Viele Studierendenwerke bieten eigens für Studierende geschaffenen Wohnraum zu bezahlbaren Mieten an. Wusstest du, dass auch Wohnraum angeboten wird, der speziell auf die Bedürfnisse von Familien ausgerichtet ist? Das sind üblicherweise nicht viele Zimmer und die Nachfrage übersteigt das Angebot in der Regel deutlich. Aber einen Versuch kann es dennoch wert sein, gerade wenn du noch keinen großen eigenen Hausstand mitbringst oder die Möglichkeit hast, deine Möbel für die Zeit des Studiums woanders (z. B. bei deinen Eltern) unterzubringen.
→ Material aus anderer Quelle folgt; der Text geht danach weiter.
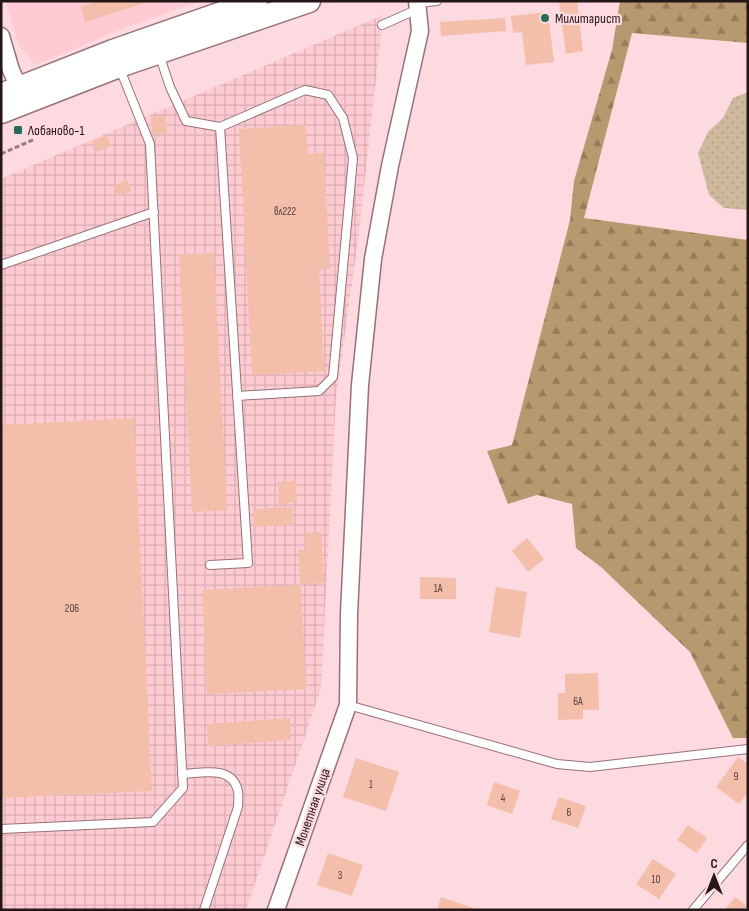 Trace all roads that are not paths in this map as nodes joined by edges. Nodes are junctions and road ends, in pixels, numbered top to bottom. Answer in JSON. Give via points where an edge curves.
{"nodes":[{"id":1,"x":256,"y":1,"type":"edge"},
{"id":2,"x":309,"y":1,"type":"edge"},
{"id":3,"x":437,"y":1,"type":"edge"},
{"id":4,"x":418,"y":4,"type":"edge"},
{"id":5,"x":382,"y":25,"type":"dead end"},
{"id":6,"x":1,"y":36,"type":"edge"},
{"id":7,"x":158,"y":52,"type":"junction"},
{"id":8,"x":116,"y":58,"type":"junction"},
{"id":9,"x":15,"y":95,"type":"edge"},
{"id":10,"x":1,"y":112,"type":"edge"},
{"id":11,"x":220,"y":127,"type":"junction"},
{"id":12,"x":154,"y":212,"type":"junction"},
{"id":13,"x":1,"y":265,"type":"edge"},
{"id":14,"x":237,"y":396,"type":"junction"},
{"id":15,"x":210,"y":565,"type":"dead end"},
{"id":16,"x":348,"y":705,"type":"junction"},
{"id":17,"x":748,"y":749,"type":"edge"},
{"id":18,"x":182,"y":774,"type":"junction"},
{"id":19,"x":1,"y":829,"type":"edge"},
{"id":20,"x":748,"y":845,"type":"edge"},
{"id":21,"x":281,"y":908,"type":"edge"},
{"id":22,"x":204,"y":910,"type":"edge"},
{"id":23,"x":693,"y":910,"type":"edge"}],
"edges":[{"from":1,"to":8,"type":"main road"},
{"from":2,"to":7,"type":"main road"},
{"from":3,"to":4,"type":"lane"},
{"from":4,"to":5,"type":"lane"},
{"from":4,"to":16,"type":"street","name":"Монетная улица","via":[[420,31],[373,259],[362,366]]},
{"from":6,"to":9,"type":"street"},
{"from":7,"to":8,"type":"main road"},
{"from":7,"to":11,"type":"lane","via":[[186,121]]},
{"from":8,"to":9,"type":"main road"},
{"from":8,"to":12,"type":"lane","via":[[150,144]]},
{"from":9,"to":10,"type":"main road"},
{"from":11,"to":14,"type":"lane"},
{"from":11,"to":14,"type":"lane","via":[[305,90],[320,93],[328,95],[343,118],[353,158],[333,377],[319,391]]},
{"from":12,"to":13,"type":"lane"},
{"from":12,"to":18,"type":"lane"},
{"from":14,"to":15,"type":"lane","via":[[248,563]]},
{"from":16,"to":17,"type":"lane","via":[[557,764],[590,767]]},
{"from":16,"to":21,"type":"street","name":"Монетная улица"},
{"from":18,"to":19,"type":"lane","via":[[183,788],[153,822]]},
{"from":18,"to":22,"type":"lane","via":[[219,771],[231,778],[238,790],[238,807]]},
{"from":20,"to":23,"type":"lane"}]}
Doch nicht nur dein zuständiges Studierendenwerk kann dir im Laufe deines Studiums eine Hilfe sein. Vielleicht hast du irgendwann das Gefühl, dass dir alles über den Kopf wächst und du dieser Belastung nicht mehr gewachsen bist. In solchen Fällen kannst du dich an die psychologische Beratung deiner Hochschule wenden. Vielleicht könnt ihr gemeinsam dein Zeitmanagement optimieren. Manchmal sieht ein Außenstehender viel klarer, ob sich dir noch andere, noch nicht ausgeschöpfte Möglichkeiten zur Entlastung bieten.

Ausgleich schaffen

Burnout betrifft nicht nur über 40-jährige Führungskräfte. Auch Studierende sind immer häufiger betroffen. In einer Online-Befragung des AOK Bundesverbandes aus dem Jahre 2016 gaben mehr als die Hälfte (53,1%) der befragten Studierenden an, einem hohen Stresslevel ausgesetzt zu sein! Dies verdeutlicht, dass ein Studium bereits ohne Kinder eine starke psychische Belastung darstellen kann. Trägst du zusätzlich die Verantwortung für ein Kind und musst in den Abendstunden noch den Alleinunterhalter für deinen Nachwuchs spielen, vervielfältigt sich dein Stresslevel. Umso wichtiger, dass du dir Zeiten zum Ausspannen schaffst. Du kannst nicht immer nur unter Strom stehen und erwarten, mit Meisterleistungen zu glänzen. Nicht nur dein Studium leidet darunter, wenn du dich dauerhaft übernimmst. Wenn du dauerhaft gestresst und müde bist, leidet die Beziehung zu deinem Kind. Ist es das wirklich wert? Eben. Pausen sind wichtig. Gönn dir eine.